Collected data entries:
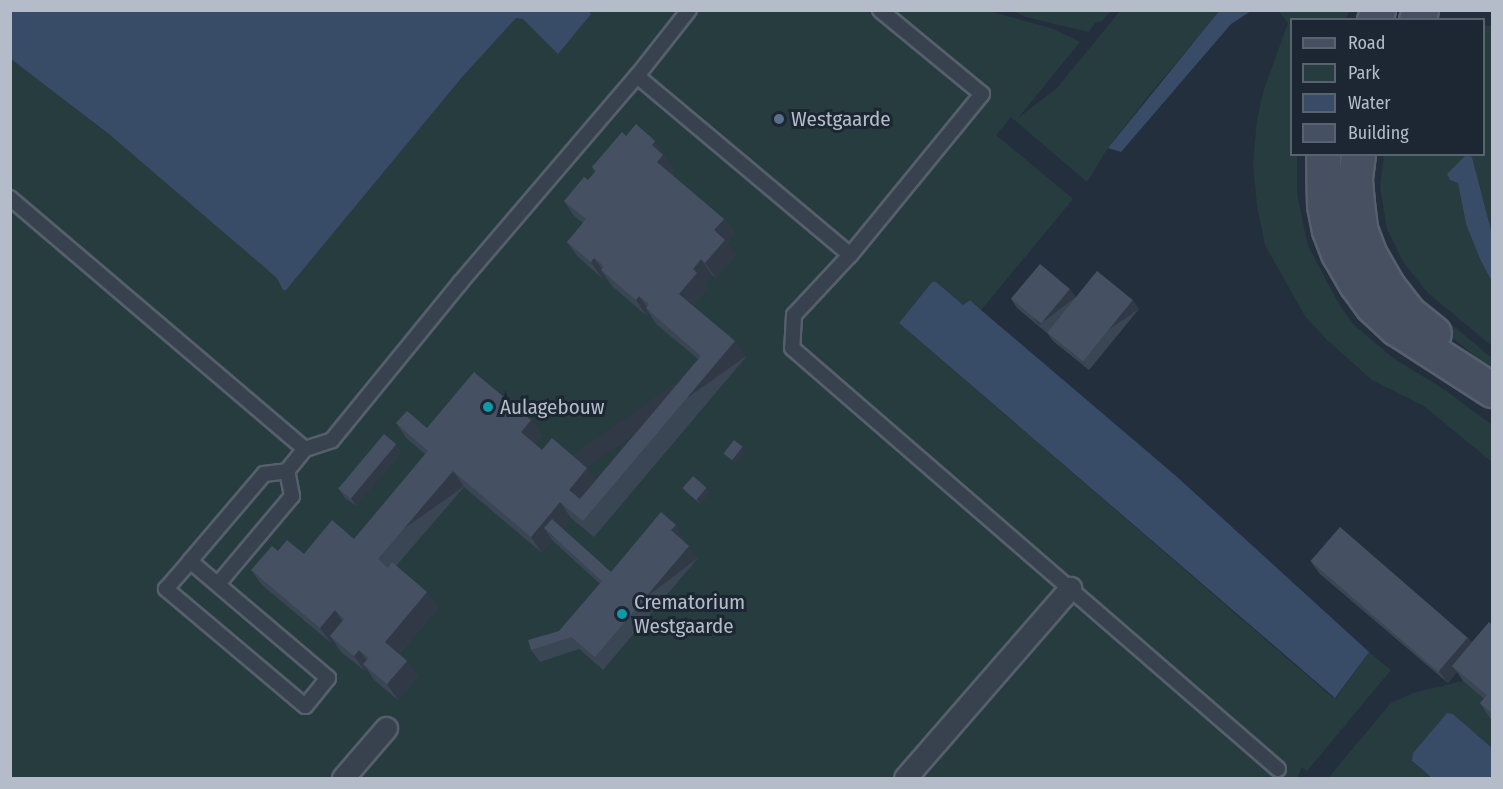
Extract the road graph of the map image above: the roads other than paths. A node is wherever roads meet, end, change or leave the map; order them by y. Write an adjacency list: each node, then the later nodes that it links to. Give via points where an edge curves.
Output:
1 (689, 10): 3 (lane)
2 (880, 10): 7 (lane, via 982,94)
3 (637, 76): 7 (lane); 10 (lane, via 332,440)
4 (1323, 156): 9 (main road, via 1322,188 1329,230 1356,284 1396,328)
5 (1358, 156): 8 (main road, via 1355,180 1360,229 1387,285 1409,313)
6 (10, 198): 10 (lane)
7 (850, 255): 14 (lane, via 794,315 792,348)
8 (1492, 382)
9 (1492, 390)
10 (305, 449): 11 (lane)
11 (286, 471): 12 (lane, via 264,474); 13 (lane, via 292,496)
12 (190, 561): 13 (lane); 13 (lane, via 166,589 305,706 328,678)
13 (218, 584)
14 (1070, 588): 16 (lane); 18 (street)
15 (386, 728): 17 (street)
16 (1278, 769)
17 (343, 778)
18 (905, 778)

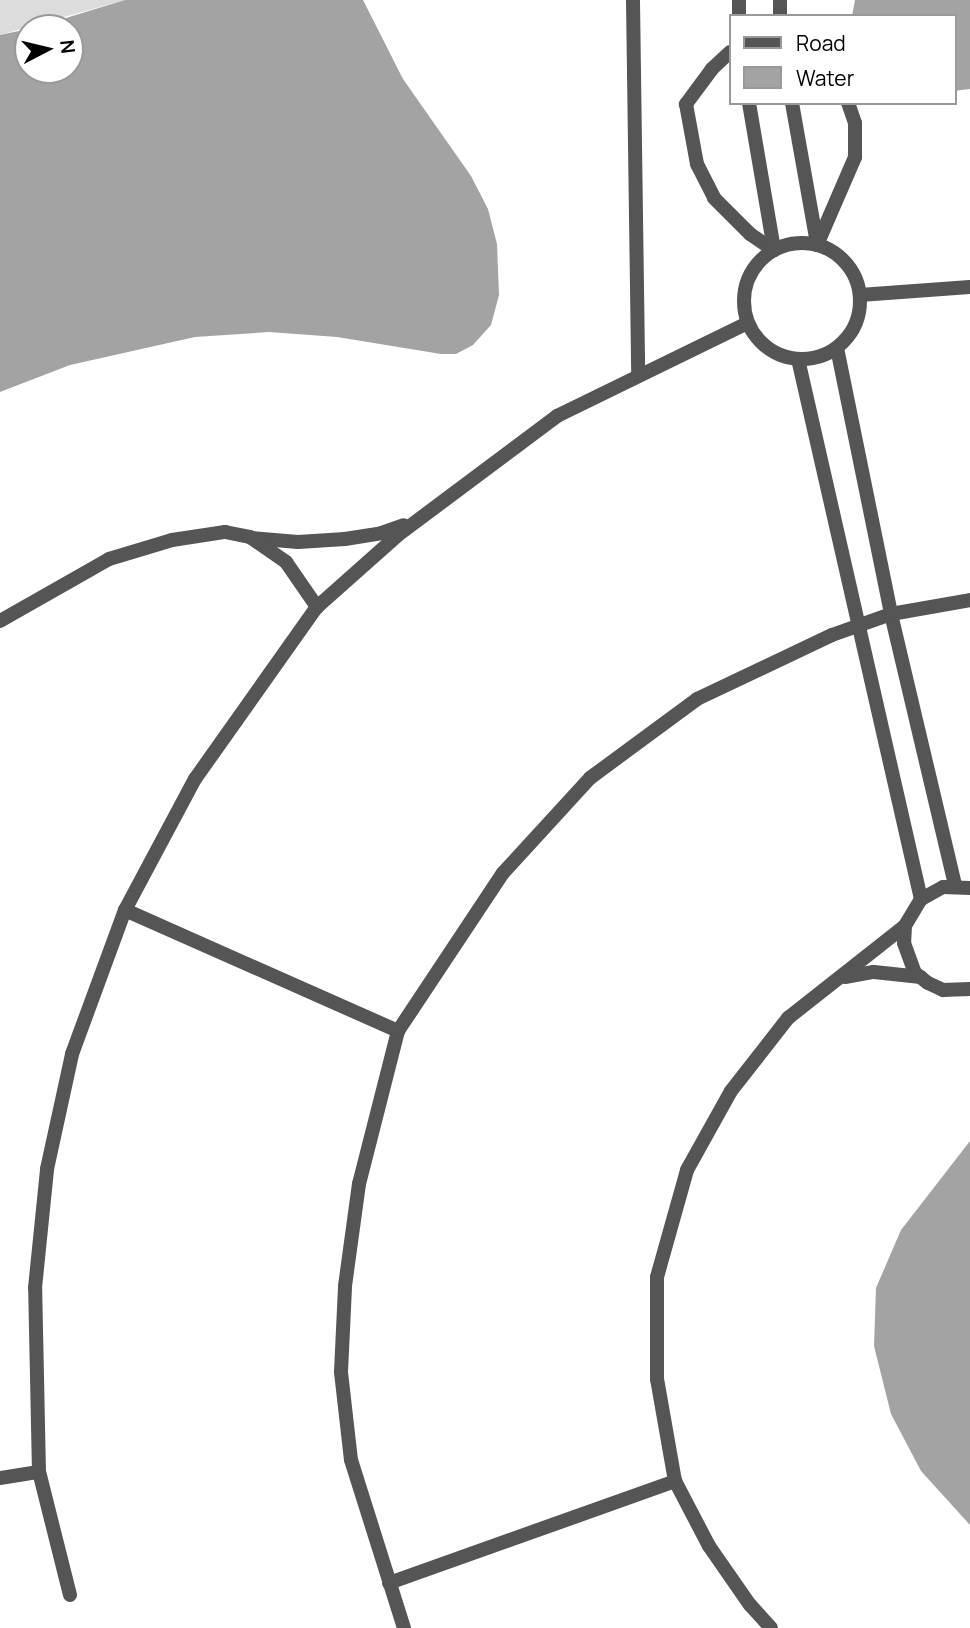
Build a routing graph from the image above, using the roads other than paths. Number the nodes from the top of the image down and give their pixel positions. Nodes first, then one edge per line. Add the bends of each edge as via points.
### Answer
1 (632, 1) edge
2 (729, 53) edge
3 (749, 105) edge
4 (792, 105) edge
5 (849, 105) edge
6 (817, 245) junction
7 (774, 250) junction
8 (970, 286) edge
9 (860, 295) junction
10 (748, 323) junction
11 (837, 348) junction
12 (798, 359) junction
13 (638, 376) junction
14 (415, 522) junction
15 (250, 537) junction
16 (970, 600) edge
17 (317, 607) junction
18 (891, 614) junction
19 (0, 621) edge
20 (859, 625) junction
21 (962, 887) edge
22 (921, 898) junction
23 (125, 910) junction
24 (905, 926) junction
25 (841, 977) junction
26 (921, 977) junction
27 (970, 989) edge
28 (398, 1031) junction
29 (39, 1472) junction
30 (0, 1478) edge
31 (675, 1481) junction
32 (389, 1583) junction
33 (70, 1595) dead end
34 (404, 1628) edge
35 (771, 1628) edge

1 - 13 street
2 - 7 street via 687,104 697,164 714,198 750,234
3 - 7 street
4 - 6 street
5 - 6 street via 855,123 855,157
6 - 7 street via 789,244
6 - 9 street via 848,265
7 - 10 street via 760,260 748,281 744,306
8 - 9 street
9 - 11 street via 853,330
10 - 12 street via 768,348
10 - 13 street
11 - 12 street via 812,359
11 - 18 street
12 - 20 street
13 - 14 street via 557,416
14 - 15 street via 345,539 299,542
14 - 17 street
15 - 17 street via 286,562
15 - 19 street via 225,532 172,540 109,559
16 - 18 street
17 - 23 street via 195,779
18 - 20 street
18 - 21 street
20 - 22 street
20 - 28 street via 697,699 590,778 503,873
21 - 22 street via 943,887
22 - 24 street
23 - 28 street
23 - 29 street via 72,1054 47,1169 35,1289
24 - 25 street
24 - 26 street via 907,959
25 - 26 street via 874,972
25 - 31 street via 788,1018 731,1091 687,1170 657,1277 657,1379
26 - 27 street via 943,990
28 - 32 street via 359,1184 345,1286 341,1372 351,1460
29 - 30 street
29 - 33 street
31 - 32 street
31 - 35 street via 709,1546
32 - 34 street

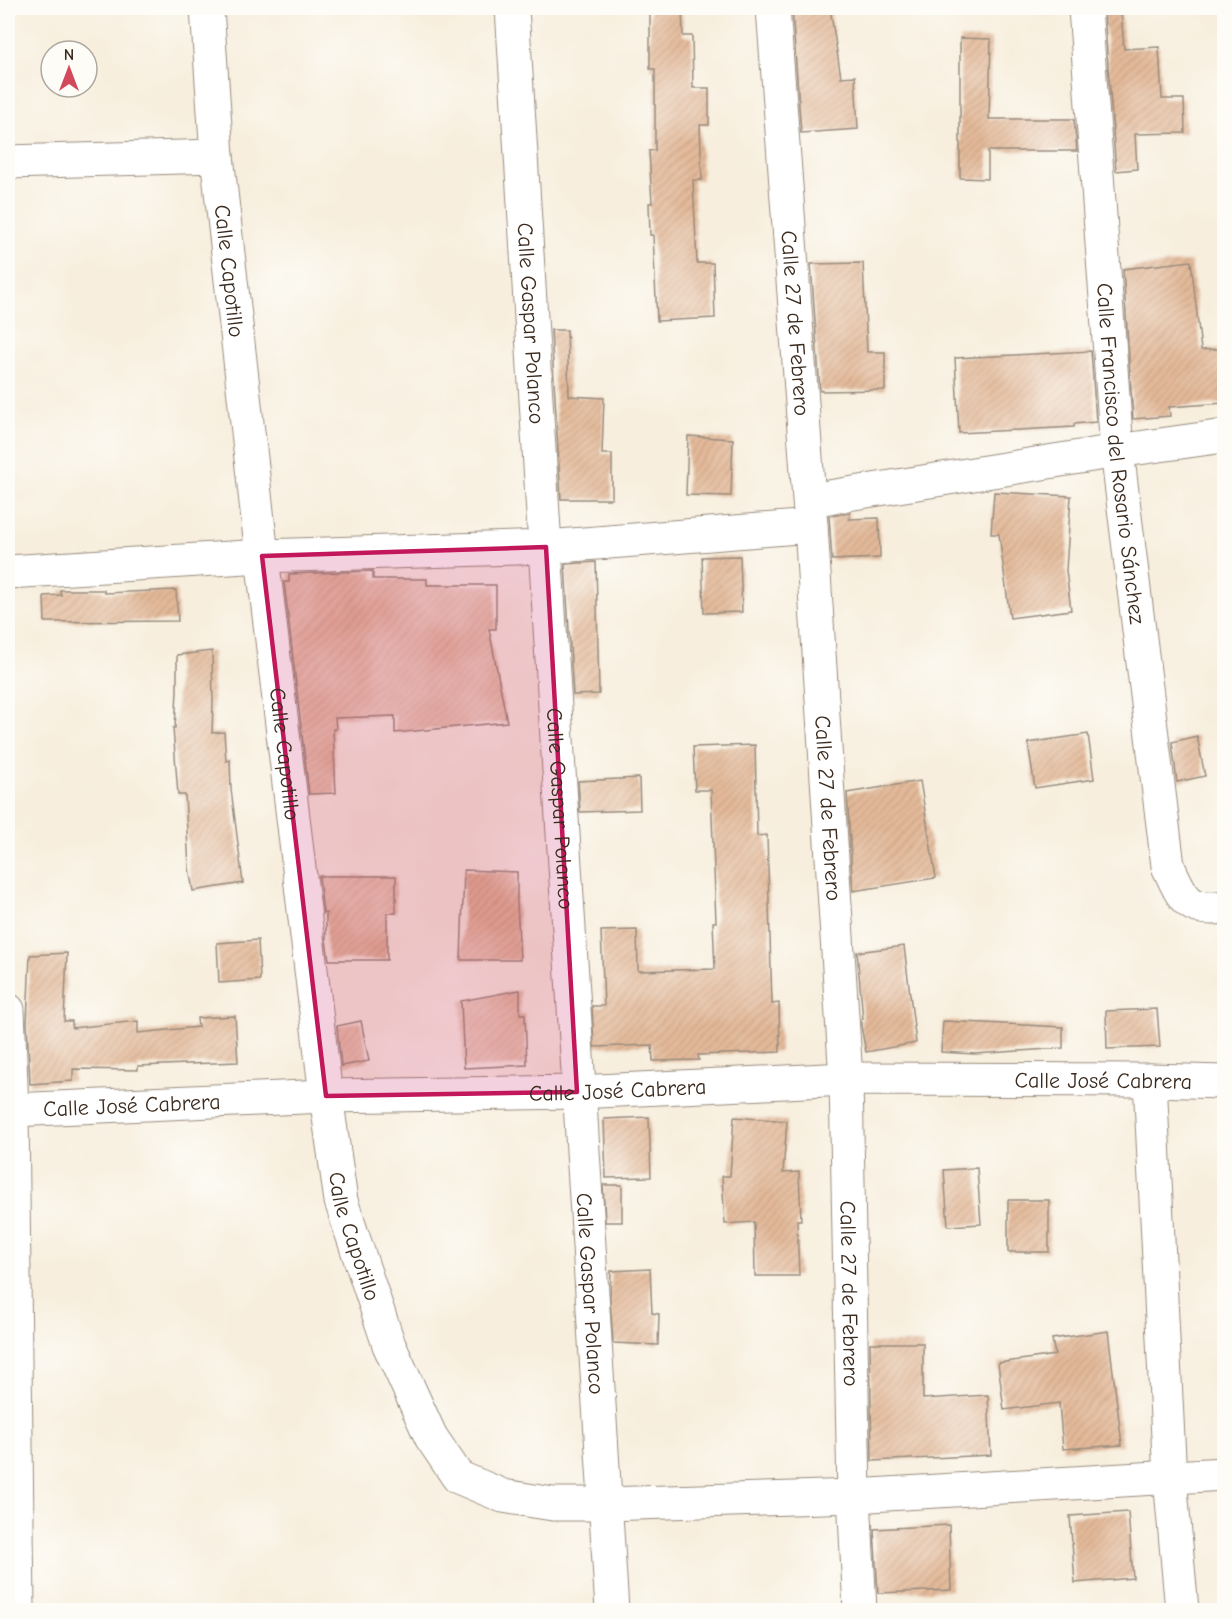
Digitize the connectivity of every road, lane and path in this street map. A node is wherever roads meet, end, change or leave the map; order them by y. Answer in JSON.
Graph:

Exercise: Only the lines that contain the string "each" are to be copied from the records.

Exercise output:
Extract the road graph of the map image above: the roads other than paths. A node is wherever roads meet, end, change or leave the map; order them by y. Write an adjacency list: each node, then the later nodes that it links to. Give via points where an edge curves.
Build a routing graph from the image above, using the roads other than paths. Number the nodes from the top of the image down and give their pixel positions. Nodes first, then one edge per line. Add the bends of each edge as via points.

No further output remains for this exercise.